BRIEF »
For each entry in the listing, produce an exact copy.
═══ DATA EXTRACTS ═══
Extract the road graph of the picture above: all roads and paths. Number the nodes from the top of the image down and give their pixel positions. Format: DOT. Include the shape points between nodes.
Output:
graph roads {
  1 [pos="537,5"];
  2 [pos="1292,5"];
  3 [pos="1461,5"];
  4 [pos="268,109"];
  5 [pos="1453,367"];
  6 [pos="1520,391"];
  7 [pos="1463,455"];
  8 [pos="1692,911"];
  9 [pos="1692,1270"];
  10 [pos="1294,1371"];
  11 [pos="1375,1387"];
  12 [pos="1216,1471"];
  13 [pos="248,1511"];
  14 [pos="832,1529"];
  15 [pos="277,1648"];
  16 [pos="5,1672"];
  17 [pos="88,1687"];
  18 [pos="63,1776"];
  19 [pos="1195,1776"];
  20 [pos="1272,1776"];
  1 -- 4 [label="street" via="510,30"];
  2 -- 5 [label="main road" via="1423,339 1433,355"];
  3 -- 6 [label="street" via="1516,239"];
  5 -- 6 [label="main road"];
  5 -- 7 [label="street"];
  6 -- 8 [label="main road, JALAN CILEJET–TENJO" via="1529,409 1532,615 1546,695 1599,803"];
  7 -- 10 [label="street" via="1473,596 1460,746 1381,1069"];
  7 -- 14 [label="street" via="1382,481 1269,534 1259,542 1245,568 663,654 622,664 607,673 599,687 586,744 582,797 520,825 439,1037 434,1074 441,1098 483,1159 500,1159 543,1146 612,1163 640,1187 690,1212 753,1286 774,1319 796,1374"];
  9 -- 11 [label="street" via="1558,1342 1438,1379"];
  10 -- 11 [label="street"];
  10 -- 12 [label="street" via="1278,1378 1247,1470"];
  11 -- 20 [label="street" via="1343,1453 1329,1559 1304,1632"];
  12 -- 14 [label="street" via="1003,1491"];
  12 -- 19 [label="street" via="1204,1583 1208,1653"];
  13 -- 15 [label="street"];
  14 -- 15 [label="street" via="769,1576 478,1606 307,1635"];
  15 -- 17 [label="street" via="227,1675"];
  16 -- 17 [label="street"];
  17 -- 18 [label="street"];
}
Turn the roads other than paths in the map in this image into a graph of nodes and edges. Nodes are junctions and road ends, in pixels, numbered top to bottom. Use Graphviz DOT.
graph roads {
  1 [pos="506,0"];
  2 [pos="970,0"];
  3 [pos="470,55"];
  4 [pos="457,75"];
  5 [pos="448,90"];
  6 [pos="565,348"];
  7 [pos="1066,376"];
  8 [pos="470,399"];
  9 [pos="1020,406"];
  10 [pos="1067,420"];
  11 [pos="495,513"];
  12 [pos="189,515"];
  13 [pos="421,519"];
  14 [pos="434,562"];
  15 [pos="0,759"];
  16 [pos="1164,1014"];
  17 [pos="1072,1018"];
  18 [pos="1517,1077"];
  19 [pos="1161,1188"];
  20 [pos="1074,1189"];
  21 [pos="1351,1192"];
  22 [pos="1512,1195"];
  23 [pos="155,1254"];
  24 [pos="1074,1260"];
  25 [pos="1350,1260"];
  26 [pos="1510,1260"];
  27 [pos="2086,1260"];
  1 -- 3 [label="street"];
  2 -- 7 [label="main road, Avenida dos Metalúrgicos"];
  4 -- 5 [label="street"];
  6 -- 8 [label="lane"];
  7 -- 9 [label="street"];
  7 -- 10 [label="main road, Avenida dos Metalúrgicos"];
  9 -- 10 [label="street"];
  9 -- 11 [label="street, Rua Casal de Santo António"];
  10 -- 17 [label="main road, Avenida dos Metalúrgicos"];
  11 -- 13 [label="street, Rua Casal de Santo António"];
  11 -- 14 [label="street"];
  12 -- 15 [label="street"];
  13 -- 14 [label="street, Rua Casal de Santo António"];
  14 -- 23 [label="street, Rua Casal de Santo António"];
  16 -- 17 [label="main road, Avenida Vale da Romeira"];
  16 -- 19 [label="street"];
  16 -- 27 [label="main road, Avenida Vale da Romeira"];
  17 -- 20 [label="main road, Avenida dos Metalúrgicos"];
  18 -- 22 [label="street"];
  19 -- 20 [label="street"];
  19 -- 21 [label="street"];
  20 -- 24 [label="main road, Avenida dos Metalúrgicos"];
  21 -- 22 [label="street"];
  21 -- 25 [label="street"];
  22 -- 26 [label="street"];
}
═══
YOUR SOLUTION »
Extract the road graph of the picture above: all roads and paths. Number the nodes from the top of the image down and give their pixel positions. Format: DOT. Include the shape points between nodes.
Output:
graph roads {
  1 [pos="537,5"];
  2 [pos="1292,5"];
  3 [pos="1461,5"];
  4 [pos="268,109"];
  5 [pos="1453,367"];
  6 [pos="1520,391"];
  7 [pos="1463,455"];
  8 [pos="1692,911"];
  9 [pos="1692,1270"];
  10 [pos="1294,1371"];
  11 [pos="1375,1387"];
  12 [pos="1216,1471"];
  13 [pos="248,1511"];
  14 [pos="832,1529"];
  15 [pos="277,1648"];
  16 [pos="5,1672"];
  17 [pos="88,1687"];
  18 [pos="63,1776"];
  19 [pos="1195,1776"];
  20 [pos="1272,1776"];
  1 -- 4 [label="street" via="510,30"];
  2 -- 5 [label="main road" via="1423,339 1433,355"];
  3 -- 6 [label="street" via="1516,239"];
  5 -- 6 [label="main road"];
  5 -- 7 [label="street"];
  6 -- 8 [label="main road, JALAN CILEJET–TENJO" via="1529,409 1532,615 1546,695 1599,803"];
  7 -- 10 [label="street" via="1473,596 1460,746 1381,1069"];
  7 -- 14 [label="street" via="1382,481 1269,534 1259,542 1245,568 663,654 622,664 607,673 599,687 586,744 582,797 520,825 439,1037 434,1074 441,1098 483,1159 500,1159 543,1146 612,1163 640,1187 690,1212 753,1286 774,1319 796,1374"];
  9 -- 11 [label="street" via="1558,1342 1438,1379"];
  10 -- 11 [label="street"];
  10 -- 12 [label="street" via="1278,1378 1247,1470"];
  11 -- 20 [label="street" via="1343,1453 1329,1559 1304,1632"];
  12 -- 14 [label="street" via="1003,1491"];
  12 -- 19 [label="street" via="1204,1583 1208,1653"];
  13 -- 15 [label="street"];
  14 -- 15 [label="street" via="769,1576 478,1606 307,1635"];
  15 -- 17 [label="street" via="227,1675"];
  16 -- 17 [label="street"];
  17 -- 18 [label="street"];
}
Turn the roads other than paths in the map in this image into a graph of nodes and edges. Nodes are junctions and road ends, in pixels, numbered top to bottom. Use Graphviz DOT.
graph roads {
  1 [pos="506,0"];
  2 [pos="970,0"];
  3 [pos="470,55"];
  4 [pos="457,75"];
  5 [pos="448,90"];
  6 [pos="565,348"];
  7 [pos="1066,376"];
  8 [pos="470,399"];
  9 [pos="1020,406"];
  10 [pos="1067,420"];
  11 [pos="495,513"];
  12 [pos="189,515"];
  13 [pos="421,519"];
  14 [pos="434,562"];
  15 [pos="0,759"];
  16 [pos="1164,1014"];
  17 [pos="1072,1018"];
  18 [pos="1517,1077"];
  19 [pos="1161,1188"];
  20 [pos="1074,1189"];
  21 [pos="1351,1192"];
  22 [pos="1512,1195"];
  23 [pos="155,1254"];
  24 [pos="1074,1260"];
  25 [pos="1350,1260"];
  26 [pos="1510,1260"];
  27 [pos="2086,1260"];
  1 -- 3 [label="street"];
  2 -- 7 [label="main road, Avenida dos Metalúrgicos"];
  4 -- 5 [label="street"];
  6 -- 8 [label="lane"];
  7 -- 9 [label="street"];
  7 -- 10 [label="main road, Avenida dos Metalúrgicos"];
  9 -- 10 [label="street"];
  9 -- 11 [label="street, Rua Casal de Santo António"];
  10 -- 17 [label="main road, Avenida dos Metalúrgicos"];
  11 -- 13 [label="street, Rua Casal de Santo António"];
  11 -- 14 [label="street"];
  12 -- 15 [label="street"];
  13 -- 14 [label="street, Rua Casal de Santo António"];
  14 -- 23 [label="street, Rua Casal de Santo António"];
  16 -- 17 [label="main road, Avenida Vale da Romeira"];
  16 -- 19 [label="street"];
  16 -- 27 [label="main road, Avenida Vale da Romeira"];
  17 -- 20 [label="main road, Avenida dos Metalúrgicos"];
  18 -- 22 [label="street"];
  19 -- 20 [label="street"];
  19 -- 21 [label="street"];
  20 -- 24 [label="main road, Avenida dos Metalúrgicos"];
  21 -- 22 [label="street"];
  21 -- 25 [label="street"];
  22 -- 26 [label="street"];
}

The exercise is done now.